The prospect of a systematic solution to a cure intoxicated oncologists. It equally intoxicated the political forces that had converged around cancer. Potent, hungry, and expansive, the word
war
captured the essence of the anticancer campaign. Wars demand combatants, weapons, soldiers, the wounded, survivors, bystanders, collaborators, strategists, sentinels, victories—and it was not hard to find a metaphorical analogue to each of these for this war as well.
Wars also demand a clear definition of an enemy. They imbue even
formless adversaries with forms. So cancer, a shape-shifting disease of colossal diversity, was recast as a single, monolithic entity. It was
one
disease. As Isaiah Fidler, the influential Houston oncologist, described it succinctly, cancer had to possess “
one cause, one mechanism and one cure
.”
If clinical oncologists had multidrug cytotoxic chemotherapy to offer as their unifying solution for cancer—“one cure”—then cancer scientists had their own theory to advance for its unifying cause: viruses. The grandfather of this theory was
Peyton Rous
, a stooping, white-haired chicken virologist who had been roosting quietly in a laboratory at the Rockefeller Institute in New York until he was dragged out of relative oblivion in the 1960s.
In 1909 (note that date: Halsted had just wrapped up his study of the mastectomy; Neely was yet to advertise his “reward” for the cure for cancer), then a thirty-year-old scientist freshly launching his lab at the Rockefeller Institute, Peyton Rous had been brought a tumor growing on the back of a hen of a black-and-white species of chicken called Plymouth Rock. A rare tumor in a chicken might have left others unimpressed, but the indefatigable Rous secured a $200 grant to study the chicken cancer. Soon, he had categorized the tumor as a sarcoma, a cancer of the connective tissues, with sheet upon sheet of rhomboid, fox-eyed cells invading the tendons and muscle.
Rous’s initial work on the chicken sarcoma was thought to have little relevance to human cancers. In the 1920s, the only known causes of human cancer were environmental carcinogens such as radium (recall Marie Curie’s leukemia) or organic chemicals, such as paraffin and dye by-products, that were known to cause solid tumors. In the late eighteenth century, an English surgeon named Percivall Pott had argued that cancer of the scrotum, endemic among chimney sweeps, was caused by chronic exposure to chimney soot and smoke. (We will meet Pott again in subsequent pages.)

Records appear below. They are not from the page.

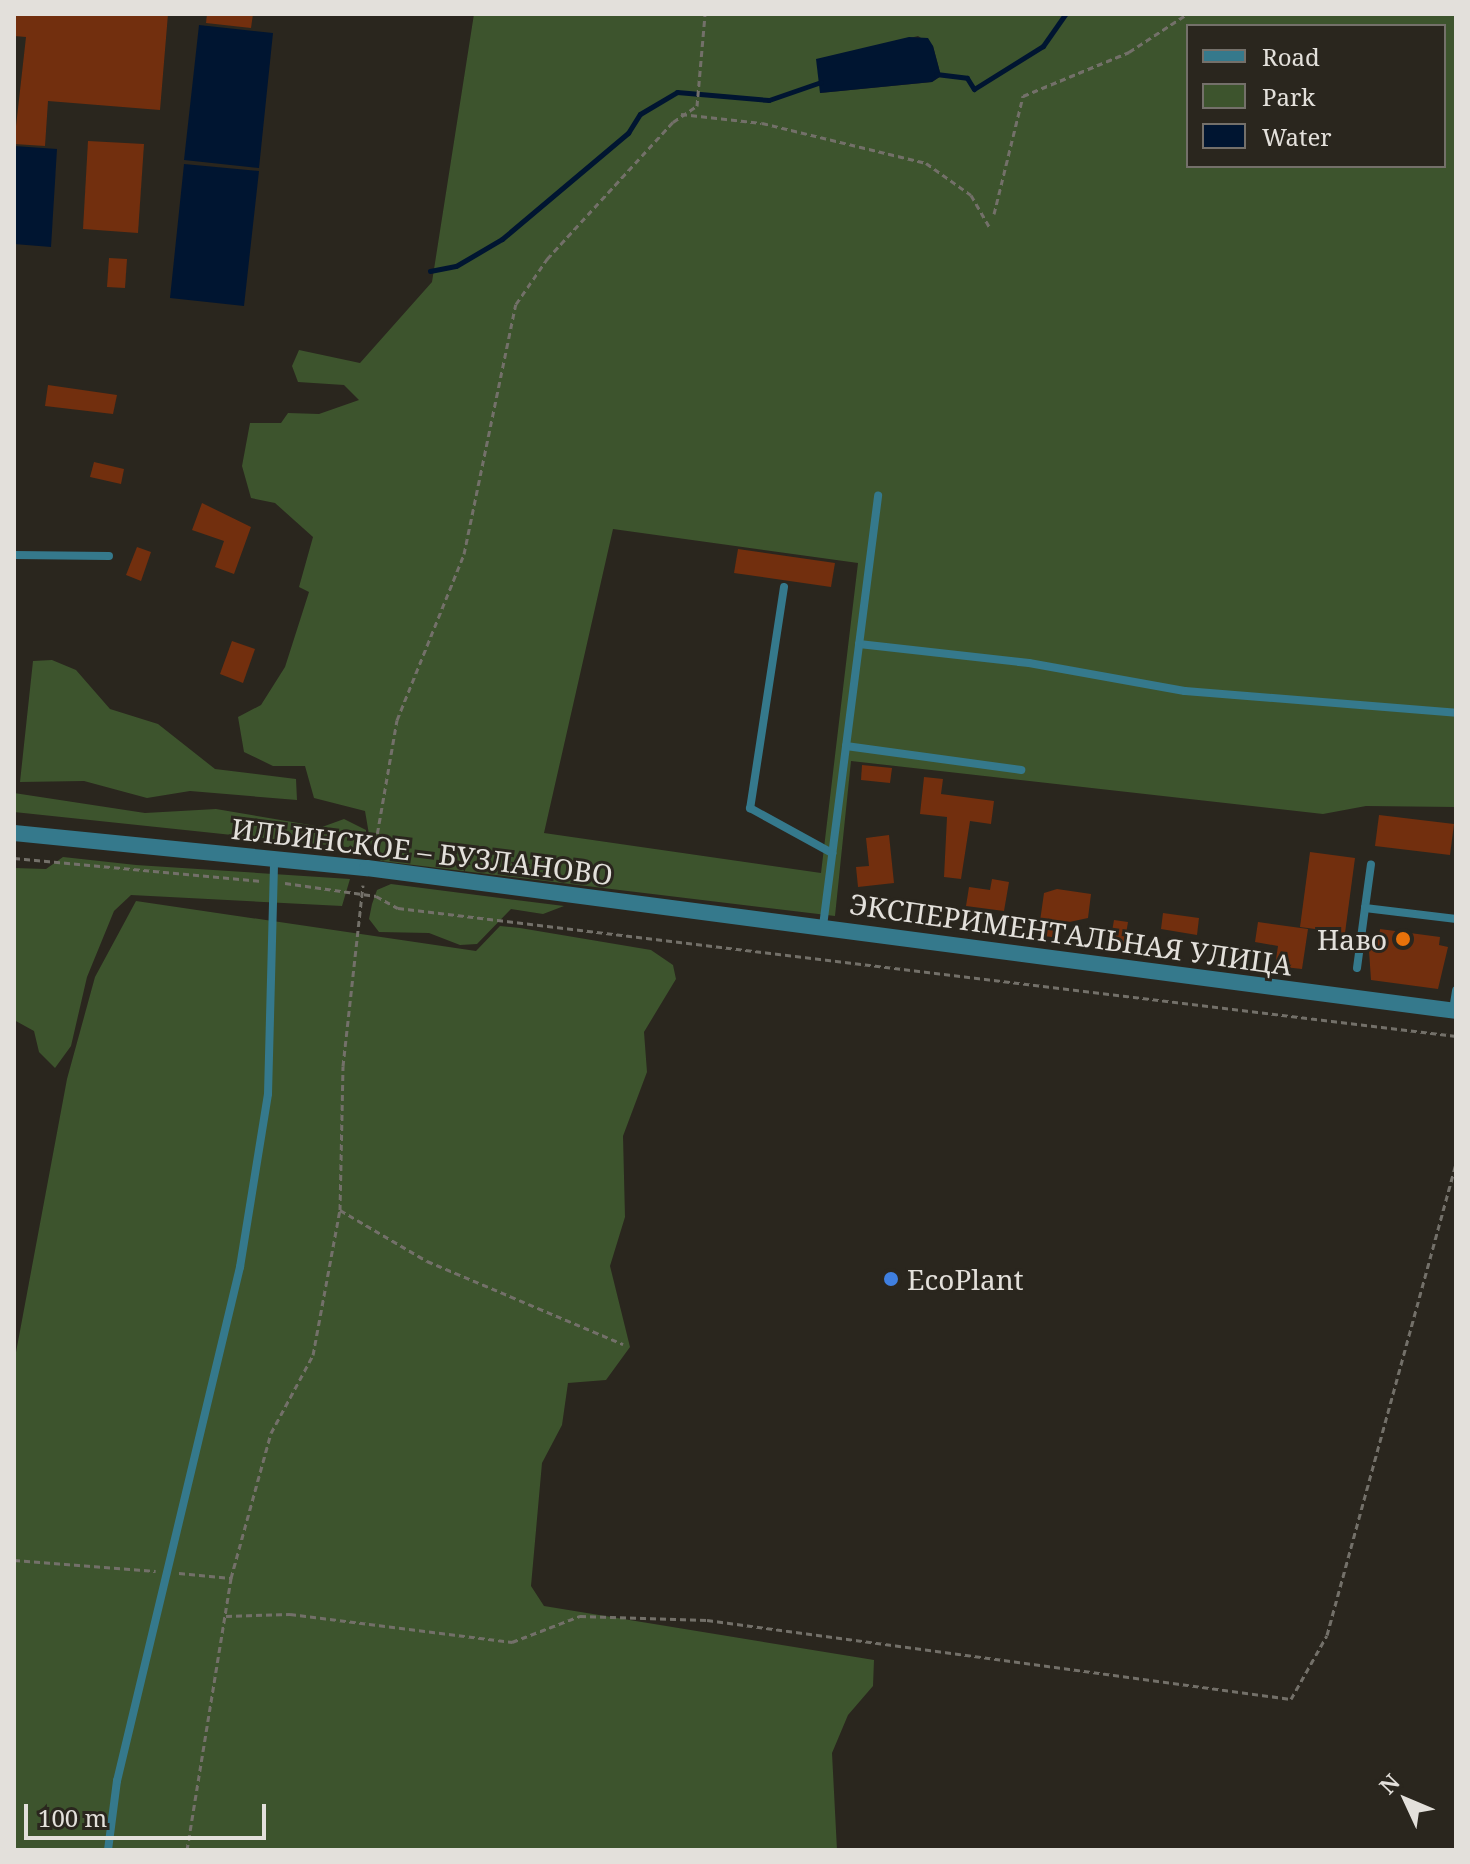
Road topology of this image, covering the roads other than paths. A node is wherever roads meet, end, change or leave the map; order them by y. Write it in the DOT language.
graph roads {
  1 [pos="878,495"];
  2 [pos="14,555"];
  3 [pos="109,556"];
  4 [pos="784,587"];
  5 [pos="859,644"];
  6 [pos="1456,713"];
  7 [pos="846,746"];
  8 [pos="1021,770"];
  9 [pos="14,833"];
  10 [pos="832,853"];
  11 [pos="274,859"];
  12 [pos="1371,864"];
  13 [pos="1365,908"];
  14 [pos="1456,919"];
  15 [pos="823,926"];
  16 [pos="1357,968"];
  17 [pos="1456,990"];
  18 [pos="1455,1011"];
  19 [pos="108,1850"];
  1 -- 5 [label="lane"];
  2 -- 3 [label="lane"];
  4 -- 10 [label="lane"];
  5 -- 6 [label="lane"];
  5 -- 7 [label="lane"];
  7 -- 8 [label="lane"];
  7 -- 10 [label="lane"];
  9 -- 11 [label="street, ИЛЬИНСКОЕ – БУЗЛАНОВО"];
  10 -- 15 [label="lane"];
  11 -- 15 [label="street, ИЛЬИНСКОЕ – БУЗЛАНОВО"];
  11 -- 19 [label="lane"];
  12 -- 13 [label="lane"];
  13 -- 14 [label="lane"];
  13 -- 16 [label="lane"];
  15 -- 18 [label="street, ЭКСПЕРИМЕНТАЛЬНАЯ УЛИЦА"];
  17 -- 18 [label="lane"];
}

These observations had led to a theory called the somatic mutation hypothesis of cancer. The somatic theory of cancer argued that environmental carcinogens such as soot or radium somehow permanently altered the structure of the cell and thus caused cancer. But the precise nature of the alteration was unknown. Clearly, soot, paraffin, and radium possessed the capacity to alter a cell in some fundamental way to generate a
malignant cell. But how could such a diverse range of insults all converge on the same pathological insult? Perhaps a more systematic explanation was missing—a deeper, more fundamental theory of carcinogenesis.
In 1910, unwittingly, Rous threw the somatic theory into grave doubt. Experimenting with the spindle-cell sarcoma, Rous injected the tumor in one chicken into another chicken and found that the cancer could be transmitted from one bird to another. “
I have propagated a spindle-cell sarcoma
of the common foul into its fourth generation,” he wrote. “The neoplasm grows rapidly, infiltrates, metastasizes, and remains true to type.”
This was curious, but nonetheless still understandable—cancer was a disease of cellular origin, and transferring cells from one organism to another might have been expected to transmit the cancer. But then Rous stumbled on an even more peculiar result. Shuttling tumors from one bird to another, he began to pass the cells through a set of filters, a series of finer and finer cellular sieves, until the cells had been eliminated from the mix and all that was left was the filtrate derived from the cells. Rous expected the tumor transmission to stop, but instead, the tumors continued propagating with a ghostly efficacy—at times even increasing in transmissibility as the cells had progressively vanished.